Unédic : négociation express sur l’assurance-chômage

Les partenaires sociaux se retrouvent mardi 7 mars pour tenter de se mettre d’accord sur une nouvelle convention d’assurance chômage. Ils se sont donnés un petit mois pour y arriver mais les discussions s’annoncent difficiles.

Un tout petit mois pour se mettre d’accord sur de nouvelles règles d’indemnisation du chômage : la tâche qui attend les partenaires sociaux, qui ouvrent mardi 7 mars une nouvelle négociation, s’annonce redoutable.

Échec en juin

En juin dernier, patronat et syndicats avaient échoué à définir une nouvelle convention chômage, faute d’accord sur la question des contrats courts, ces touts petits CDD qui se multiplient et pèsent lourd sur les finances de l’Unédic.

En résumé, les organisations syndicales souhaitaient décourager, en les taxant, l’usage de ces contrats de quelques jours. Le Medef ne voulait pas en entendre parler.

Feu vert du Medef en février

Une série de discussions durant l’hiver ont abouti en février dernier à la décision de reprendre de réelles négociations, après le feu vert du Medef. En toile de fond : le risque que l’Unédic ne se retrouve dans le giron de l’État si les partenaires sociaux s’avéraient incapables de se mettre d’accord.

« Nous ne sommes pas persuadés que les politiques fassent mieux que nous », a ainsi déclaré le patron du Medef Pierre Gattaz le 14 février dernier.

Une proposition a minima

Reste que les discussions s’annoncent difficiles, le Medef n’ayant entrouvert qu’une toute petite porte sur la question des contrats courts. Dans un texte transmis la semaine dernière aux syndicats, le Medef accepte d’évoquer le sujet, mais pour le renvoyer à des négociations dans les secteurs les plus concernés (hôtellerie-restauration, arts et spectacles, édition et audiovisuel…).

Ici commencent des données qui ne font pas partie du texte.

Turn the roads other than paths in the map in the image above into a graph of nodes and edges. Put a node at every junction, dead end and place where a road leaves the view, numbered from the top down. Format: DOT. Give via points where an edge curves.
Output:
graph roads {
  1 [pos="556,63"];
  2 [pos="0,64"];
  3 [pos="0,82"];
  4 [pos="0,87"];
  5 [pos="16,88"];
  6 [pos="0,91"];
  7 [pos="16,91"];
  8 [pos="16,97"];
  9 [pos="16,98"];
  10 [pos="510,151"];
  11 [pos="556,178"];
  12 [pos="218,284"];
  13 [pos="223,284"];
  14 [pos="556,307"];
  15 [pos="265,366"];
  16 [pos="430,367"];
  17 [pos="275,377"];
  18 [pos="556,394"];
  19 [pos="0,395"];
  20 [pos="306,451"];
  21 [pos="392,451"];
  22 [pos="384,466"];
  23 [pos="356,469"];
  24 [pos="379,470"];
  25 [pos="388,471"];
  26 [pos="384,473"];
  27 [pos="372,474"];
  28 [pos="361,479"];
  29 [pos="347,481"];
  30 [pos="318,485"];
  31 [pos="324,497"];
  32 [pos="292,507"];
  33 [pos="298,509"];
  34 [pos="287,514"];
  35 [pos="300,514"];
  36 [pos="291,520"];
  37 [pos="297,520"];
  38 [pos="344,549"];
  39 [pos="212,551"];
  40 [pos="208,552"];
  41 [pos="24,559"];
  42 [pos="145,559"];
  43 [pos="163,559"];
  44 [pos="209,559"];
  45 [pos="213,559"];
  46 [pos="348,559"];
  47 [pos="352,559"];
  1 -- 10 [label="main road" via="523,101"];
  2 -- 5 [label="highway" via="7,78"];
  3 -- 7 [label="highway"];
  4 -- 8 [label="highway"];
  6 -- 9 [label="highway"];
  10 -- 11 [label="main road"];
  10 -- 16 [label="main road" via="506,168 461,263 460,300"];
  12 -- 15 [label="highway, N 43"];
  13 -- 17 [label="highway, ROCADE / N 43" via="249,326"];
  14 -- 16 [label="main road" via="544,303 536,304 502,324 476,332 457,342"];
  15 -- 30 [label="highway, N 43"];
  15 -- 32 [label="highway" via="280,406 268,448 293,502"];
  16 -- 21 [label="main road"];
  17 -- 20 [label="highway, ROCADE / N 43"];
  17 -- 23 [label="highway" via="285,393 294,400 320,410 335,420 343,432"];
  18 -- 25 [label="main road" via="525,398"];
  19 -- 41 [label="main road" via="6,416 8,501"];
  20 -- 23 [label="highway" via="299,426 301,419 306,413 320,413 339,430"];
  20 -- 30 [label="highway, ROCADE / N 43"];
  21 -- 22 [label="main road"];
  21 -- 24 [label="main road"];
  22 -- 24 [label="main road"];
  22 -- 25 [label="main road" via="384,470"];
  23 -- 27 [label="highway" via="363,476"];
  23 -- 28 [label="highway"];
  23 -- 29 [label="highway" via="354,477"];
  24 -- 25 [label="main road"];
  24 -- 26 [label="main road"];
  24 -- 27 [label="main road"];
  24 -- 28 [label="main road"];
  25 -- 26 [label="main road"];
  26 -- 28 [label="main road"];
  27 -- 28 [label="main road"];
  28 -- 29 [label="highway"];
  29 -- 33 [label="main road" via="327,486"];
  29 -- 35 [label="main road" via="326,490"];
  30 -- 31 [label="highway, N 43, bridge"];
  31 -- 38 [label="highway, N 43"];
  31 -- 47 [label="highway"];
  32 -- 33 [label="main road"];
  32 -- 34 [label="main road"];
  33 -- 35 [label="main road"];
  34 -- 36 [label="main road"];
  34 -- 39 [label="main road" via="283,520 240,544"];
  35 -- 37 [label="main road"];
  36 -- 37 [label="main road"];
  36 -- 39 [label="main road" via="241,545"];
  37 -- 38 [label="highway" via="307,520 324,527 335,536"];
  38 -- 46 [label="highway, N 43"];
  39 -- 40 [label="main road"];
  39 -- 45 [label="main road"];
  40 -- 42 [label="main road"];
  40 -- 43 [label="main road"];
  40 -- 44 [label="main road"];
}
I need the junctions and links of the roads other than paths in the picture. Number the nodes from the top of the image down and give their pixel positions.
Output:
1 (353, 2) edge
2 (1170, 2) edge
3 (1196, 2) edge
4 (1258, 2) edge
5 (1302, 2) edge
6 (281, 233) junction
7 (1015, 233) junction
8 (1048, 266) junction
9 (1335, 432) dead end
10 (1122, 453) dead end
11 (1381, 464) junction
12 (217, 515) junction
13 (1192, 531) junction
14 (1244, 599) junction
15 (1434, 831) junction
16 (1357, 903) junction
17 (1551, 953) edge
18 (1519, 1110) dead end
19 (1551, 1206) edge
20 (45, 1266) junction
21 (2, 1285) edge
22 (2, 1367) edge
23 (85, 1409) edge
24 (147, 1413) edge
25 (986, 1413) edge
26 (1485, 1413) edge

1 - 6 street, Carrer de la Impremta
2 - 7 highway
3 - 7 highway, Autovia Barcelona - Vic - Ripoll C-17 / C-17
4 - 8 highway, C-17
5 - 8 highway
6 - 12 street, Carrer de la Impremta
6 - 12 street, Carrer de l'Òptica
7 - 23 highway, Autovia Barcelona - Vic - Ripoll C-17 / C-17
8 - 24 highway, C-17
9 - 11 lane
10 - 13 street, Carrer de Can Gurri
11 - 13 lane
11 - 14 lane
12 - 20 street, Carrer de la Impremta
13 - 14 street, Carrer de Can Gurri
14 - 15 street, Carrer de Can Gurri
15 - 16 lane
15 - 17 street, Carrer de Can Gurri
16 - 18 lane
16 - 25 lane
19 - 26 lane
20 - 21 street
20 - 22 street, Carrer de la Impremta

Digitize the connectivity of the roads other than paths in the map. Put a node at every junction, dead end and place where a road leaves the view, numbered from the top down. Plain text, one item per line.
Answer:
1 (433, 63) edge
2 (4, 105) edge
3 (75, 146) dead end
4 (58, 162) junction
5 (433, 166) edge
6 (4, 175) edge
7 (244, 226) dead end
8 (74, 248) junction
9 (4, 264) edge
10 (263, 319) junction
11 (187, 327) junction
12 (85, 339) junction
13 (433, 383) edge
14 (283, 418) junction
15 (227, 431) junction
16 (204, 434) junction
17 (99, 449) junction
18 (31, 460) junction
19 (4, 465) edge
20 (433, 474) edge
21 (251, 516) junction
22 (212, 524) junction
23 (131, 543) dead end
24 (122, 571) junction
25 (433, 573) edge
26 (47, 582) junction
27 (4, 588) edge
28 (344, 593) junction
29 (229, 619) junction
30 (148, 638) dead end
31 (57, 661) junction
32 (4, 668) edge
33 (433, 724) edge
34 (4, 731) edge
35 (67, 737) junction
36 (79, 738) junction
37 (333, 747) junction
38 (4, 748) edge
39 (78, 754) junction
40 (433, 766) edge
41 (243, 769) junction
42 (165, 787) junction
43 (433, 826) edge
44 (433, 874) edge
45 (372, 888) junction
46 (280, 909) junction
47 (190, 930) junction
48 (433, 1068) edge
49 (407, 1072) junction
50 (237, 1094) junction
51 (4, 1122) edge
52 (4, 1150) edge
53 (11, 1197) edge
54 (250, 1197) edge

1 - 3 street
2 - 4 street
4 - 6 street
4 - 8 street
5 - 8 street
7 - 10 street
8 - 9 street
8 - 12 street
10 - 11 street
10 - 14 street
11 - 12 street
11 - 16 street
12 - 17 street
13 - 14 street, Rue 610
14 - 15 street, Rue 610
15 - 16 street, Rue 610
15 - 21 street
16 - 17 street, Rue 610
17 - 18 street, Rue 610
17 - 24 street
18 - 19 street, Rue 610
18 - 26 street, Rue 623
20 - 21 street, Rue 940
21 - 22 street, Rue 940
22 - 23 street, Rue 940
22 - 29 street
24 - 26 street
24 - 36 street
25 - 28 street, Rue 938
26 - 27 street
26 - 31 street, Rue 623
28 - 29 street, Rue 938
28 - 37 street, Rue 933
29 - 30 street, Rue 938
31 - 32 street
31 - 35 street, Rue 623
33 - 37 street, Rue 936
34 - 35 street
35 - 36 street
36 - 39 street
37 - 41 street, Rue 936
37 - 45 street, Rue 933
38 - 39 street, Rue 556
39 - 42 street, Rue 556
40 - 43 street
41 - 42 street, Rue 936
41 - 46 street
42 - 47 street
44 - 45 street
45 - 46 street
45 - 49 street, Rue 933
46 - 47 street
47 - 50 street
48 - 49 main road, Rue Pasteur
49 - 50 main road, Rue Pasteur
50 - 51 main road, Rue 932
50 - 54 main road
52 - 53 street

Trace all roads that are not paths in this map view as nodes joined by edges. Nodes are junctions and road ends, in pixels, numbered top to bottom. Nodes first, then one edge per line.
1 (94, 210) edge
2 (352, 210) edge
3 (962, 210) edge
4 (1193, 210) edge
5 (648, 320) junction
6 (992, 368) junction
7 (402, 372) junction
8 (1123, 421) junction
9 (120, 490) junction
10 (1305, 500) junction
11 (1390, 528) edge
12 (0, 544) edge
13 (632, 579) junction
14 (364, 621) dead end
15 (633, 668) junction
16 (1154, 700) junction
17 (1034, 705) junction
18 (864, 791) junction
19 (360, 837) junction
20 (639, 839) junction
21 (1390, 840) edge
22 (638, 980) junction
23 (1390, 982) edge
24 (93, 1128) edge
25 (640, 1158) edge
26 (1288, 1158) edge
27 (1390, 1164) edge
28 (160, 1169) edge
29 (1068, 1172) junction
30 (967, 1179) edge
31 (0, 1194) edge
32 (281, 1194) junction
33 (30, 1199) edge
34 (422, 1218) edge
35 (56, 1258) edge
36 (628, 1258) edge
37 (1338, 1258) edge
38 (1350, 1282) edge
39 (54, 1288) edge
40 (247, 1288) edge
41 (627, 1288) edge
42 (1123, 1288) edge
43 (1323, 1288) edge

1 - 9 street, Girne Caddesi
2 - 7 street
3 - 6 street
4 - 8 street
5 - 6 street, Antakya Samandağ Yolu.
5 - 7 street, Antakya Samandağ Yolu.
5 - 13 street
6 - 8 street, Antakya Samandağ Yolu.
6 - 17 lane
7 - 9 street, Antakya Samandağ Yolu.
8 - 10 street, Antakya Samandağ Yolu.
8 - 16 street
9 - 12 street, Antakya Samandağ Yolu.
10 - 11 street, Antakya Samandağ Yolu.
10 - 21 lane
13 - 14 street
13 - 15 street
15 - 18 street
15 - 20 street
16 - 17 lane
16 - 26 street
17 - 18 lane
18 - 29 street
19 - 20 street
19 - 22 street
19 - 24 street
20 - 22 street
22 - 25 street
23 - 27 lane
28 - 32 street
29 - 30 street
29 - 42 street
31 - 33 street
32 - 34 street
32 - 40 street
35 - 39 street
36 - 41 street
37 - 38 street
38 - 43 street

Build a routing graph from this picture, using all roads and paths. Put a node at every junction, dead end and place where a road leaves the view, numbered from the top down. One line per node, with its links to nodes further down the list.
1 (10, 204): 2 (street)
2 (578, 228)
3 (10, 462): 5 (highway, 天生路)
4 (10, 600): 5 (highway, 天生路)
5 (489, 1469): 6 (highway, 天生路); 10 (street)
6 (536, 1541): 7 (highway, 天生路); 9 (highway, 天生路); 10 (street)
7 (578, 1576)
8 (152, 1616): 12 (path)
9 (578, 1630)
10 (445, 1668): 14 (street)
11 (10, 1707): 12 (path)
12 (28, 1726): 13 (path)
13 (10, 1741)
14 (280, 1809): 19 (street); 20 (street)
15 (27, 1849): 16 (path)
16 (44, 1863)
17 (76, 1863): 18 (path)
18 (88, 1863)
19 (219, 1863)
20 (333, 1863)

L’organisation patronale propose d’instaurer non pas une taxation, mais un système d’incitations « permettant de modérer l’utilisation des contrats très courts au sein desdits secteurs lorsque cela est possible ».

Les seniors sur la sellette

Une proposition insuffisante pour les organisations syndicales, qui plaident pour un dispositif plus contraignant. « Pourquoi ces secteurs iraient-ils s’autoréguler alors qu’ils ne le font pas aujourd’hui ? », s’interroge ainsi Michel Beaugas, pour Force ouvrière.

Autre sujet épineux : les seniors. Le patronat souhaite ramener à deux ans la durée maximale d’indemnisation pour les chômeurs de 50 à 57 ans (contre 36 mois actuellement), en compensant par de la formation professionnelle. Une proposition qui en l’état a soulevé une levée de bouclier de la part des organisations syndicales.

Une échéance au 28 mars

La marge de négociation s’annonce donc étroite. Les partenaires sociaux se sont pourtant donnés comme objectif de boucler la négociation d’ici au 28 mars prochain, en tout cas avant les échéances électorales à venir. « Si nous nous mettons d’accord, le prochain élu aura d’autre chose à faire que de détricoter notre texte », affirme un négociateur. À condition d’y arriver.